WHAT IS EXPECTED:
Using "Eugenie" as the search string, find the matching lines below and copy them.

DATA FOR THIS TASK:

========

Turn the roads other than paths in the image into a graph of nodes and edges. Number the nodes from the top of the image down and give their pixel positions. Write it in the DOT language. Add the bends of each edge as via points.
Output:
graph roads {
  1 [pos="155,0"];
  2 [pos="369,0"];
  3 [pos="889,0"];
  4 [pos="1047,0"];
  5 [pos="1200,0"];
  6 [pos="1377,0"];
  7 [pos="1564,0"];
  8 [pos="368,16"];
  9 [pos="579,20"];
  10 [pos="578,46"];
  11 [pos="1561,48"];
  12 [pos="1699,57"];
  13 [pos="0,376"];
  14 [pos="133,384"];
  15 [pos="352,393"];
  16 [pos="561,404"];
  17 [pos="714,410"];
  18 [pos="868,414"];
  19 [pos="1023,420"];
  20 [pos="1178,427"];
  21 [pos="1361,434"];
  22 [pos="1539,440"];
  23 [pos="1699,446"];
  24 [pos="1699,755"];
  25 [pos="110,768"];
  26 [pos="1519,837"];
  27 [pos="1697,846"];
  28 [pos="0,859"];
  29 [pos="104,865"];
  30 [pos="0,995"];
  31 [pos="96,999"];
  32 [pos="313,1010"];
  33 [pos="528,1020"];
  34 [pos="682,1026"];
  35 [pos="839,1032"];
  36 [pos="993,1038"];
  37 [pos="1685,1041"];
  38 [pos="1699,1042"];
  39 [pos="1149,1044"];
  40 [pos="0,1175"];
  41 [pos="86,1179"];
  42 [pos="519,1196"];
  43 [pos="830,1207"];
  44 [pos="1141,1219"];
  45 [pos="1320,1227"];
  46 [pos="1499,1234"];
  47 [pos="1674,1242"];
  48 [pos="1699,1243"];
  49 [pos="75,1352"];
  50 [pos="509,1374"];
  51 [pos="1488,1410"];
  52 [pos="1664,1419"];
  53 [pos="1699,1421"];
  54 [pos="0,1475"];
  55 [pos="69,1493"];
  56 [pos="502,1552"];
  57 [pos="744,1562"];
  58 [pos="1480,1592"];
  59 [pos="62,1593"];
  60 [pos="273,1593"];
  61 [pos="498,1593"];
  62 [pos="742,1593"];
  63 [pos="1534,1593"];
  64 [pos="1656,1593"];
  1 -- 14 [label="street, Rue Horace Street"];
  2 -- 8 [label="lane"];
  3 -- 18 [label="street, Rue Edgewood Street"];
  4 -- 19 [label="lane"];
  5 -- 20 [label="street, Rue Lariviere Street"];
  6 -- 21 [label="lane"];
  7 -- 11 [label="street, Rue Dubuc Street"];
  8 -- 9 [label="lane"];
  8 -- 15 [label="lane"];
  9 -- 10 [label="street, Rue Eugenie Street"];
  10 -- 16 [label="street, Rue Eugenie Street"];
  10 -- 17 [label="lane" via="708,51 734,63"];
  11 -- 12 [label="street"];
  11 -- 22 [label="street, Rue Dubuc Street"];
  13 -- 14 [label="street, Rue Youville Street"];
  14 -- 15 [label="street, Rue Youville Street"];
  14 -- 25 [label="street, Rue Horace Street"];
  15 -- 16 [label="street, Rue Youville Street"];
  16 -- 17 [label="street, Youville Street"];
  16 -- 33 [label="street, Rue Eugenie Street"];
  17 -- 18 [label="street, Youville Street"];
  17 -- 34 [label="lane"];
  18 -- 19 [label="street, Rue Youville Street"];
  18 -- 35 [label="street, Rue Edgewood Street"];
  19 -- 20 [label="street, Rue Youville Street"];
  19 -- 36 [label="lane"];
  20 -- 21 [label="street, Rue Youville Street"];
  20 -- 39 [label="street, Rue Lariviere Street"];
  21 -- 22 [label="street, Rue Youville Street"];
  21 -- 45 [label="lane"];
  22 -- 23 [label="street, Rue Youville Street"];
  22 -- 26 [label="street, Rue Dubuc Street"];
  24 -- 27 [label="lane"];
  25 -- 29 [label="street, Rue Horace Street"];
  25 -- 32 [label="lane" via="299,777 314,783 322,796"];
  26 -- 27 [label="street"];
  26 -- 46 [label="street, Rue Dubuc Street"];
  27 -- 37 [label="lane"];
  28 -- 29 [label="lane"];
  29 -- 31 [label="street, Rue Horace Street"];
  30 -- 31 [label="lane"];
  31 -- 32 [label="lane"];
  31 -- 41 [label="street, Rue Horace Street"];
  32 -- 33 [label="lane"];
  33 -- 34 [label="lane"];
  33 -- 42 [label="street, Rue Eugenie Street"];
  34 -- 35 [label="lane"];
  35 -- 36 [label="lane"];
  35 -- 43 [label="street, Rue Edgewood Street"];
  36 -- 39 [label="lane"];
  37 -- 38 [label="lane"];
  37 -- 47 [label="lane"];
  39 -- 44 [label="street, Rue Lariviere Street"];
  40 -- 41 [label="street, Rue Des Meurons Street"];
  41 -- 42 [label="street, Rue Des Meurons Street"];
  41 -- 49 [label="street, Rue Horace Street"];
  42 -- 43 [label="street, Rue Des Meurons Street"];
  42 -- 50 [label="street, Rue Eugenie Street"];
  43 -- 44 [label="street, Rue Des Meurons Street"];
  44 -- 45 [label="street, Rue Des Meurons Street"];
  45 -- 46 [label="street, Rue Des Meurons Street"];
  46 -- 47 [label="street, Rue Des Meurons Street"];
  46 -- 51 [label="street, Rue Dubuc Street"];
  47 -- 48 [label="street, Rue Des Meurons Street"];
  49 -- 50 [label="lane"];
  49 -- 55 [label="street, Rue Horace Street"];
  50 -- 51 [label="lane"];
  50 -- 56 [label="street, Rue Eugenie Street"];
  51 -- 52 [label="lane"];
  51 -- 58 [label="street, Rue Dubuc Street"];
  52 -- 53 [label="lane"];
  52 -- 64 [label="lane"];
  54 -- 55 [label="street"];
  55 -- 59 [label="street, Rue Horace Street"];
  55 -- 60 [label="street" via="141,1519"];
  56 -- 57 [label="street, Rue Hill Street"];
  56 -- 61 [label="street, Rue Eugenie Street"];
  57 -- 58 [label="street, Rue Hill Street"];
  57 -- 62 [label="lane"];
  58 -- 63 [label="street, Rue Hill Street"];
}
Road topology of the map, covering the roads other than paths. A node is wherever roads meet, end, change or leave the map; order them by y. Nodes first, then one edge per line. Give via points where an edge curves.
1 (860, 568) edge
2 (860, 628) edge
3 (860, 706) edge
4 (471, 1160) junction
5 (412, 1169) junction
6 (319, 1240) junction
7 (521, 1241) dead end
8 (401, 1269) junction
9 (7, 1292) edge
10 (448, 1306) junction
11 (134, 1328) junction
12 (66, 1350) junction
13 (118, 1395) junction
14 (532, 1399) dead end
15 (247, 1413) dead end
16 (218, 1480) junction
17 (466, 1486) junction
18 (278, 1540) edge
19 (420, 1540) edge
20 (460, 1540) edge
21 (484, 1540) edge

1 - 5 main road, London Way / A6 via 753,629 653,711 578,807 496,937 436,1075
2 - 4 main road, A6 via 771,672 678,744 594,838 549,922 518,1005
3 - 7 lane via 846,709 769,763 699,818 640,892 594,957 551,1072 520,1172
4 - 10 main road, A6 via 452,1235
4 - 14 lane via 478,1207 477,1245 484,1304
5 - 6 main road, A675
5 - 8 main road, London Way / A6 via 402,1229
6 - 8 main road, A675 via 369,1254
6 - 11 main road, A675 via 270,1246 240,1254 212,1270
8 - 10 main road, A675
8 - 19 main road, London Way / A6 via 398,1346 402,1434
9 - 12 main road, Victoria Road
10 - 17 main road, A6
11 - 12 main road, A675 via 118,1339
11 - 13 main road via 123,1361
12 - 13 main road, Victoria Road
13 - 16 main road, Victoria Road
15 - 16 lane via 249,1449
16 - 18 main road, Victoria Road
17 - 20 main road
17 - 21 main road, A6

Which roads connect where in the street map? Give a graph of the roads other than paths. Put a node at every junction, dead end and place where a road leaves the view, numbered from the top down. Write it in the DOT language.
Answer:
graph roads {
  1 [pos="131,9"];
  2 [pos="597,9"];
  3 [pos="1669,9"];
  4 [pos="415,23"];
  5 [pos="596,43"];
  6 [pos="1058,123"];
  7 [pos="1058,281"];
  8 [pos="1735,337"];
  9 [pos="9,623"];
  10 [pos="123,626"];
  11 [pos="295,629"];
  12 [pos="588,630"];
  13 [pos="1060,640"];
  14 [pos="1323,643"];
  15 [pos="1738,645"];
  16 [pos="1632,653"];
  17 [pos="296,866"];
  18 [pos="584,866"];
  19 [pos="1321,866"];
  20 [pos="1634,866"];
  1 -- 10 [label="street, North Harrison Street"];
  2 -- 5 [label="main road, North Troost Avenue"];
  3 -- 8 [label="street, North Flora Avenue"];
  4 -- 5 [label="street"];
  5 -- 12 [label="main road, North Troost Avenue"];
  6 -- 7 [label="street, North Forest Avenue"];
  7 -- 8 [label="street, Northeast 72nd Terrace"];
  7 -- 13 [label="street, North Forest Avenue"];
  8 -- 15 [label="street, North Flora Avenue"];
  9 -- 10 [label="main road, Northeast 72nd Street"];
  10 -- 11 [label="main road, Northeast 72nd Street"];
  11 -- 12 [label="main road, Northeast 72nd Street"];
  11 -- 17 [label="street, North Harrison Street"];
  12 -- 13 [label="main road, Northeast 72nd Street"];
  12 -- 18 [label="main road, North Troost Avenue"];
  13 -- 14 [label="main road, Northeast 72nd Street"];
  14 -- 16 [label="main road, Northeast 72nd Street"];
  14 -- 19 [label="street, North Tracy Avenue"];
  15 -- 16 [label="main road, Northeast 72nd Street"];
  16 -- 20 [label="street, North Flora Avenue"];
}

========

TASK SOLUTION:
  9 -- 10 [label="street, Rue Eugenie Street"];
  10 -- 16 [label="street, Rue Eugenie Street"];
  16 -- 33 [label="street, Rue Eugenie Street"];
  33 -- 42 [label="street, Rue Eugenie Street"];
  42 -- 50 [label="street, Rue Eugenie Street"];
  50 -- 56 [label="street, Rue Eugenie Street"];
  56 -- 61 [label="street, Rue Eugenie Street"];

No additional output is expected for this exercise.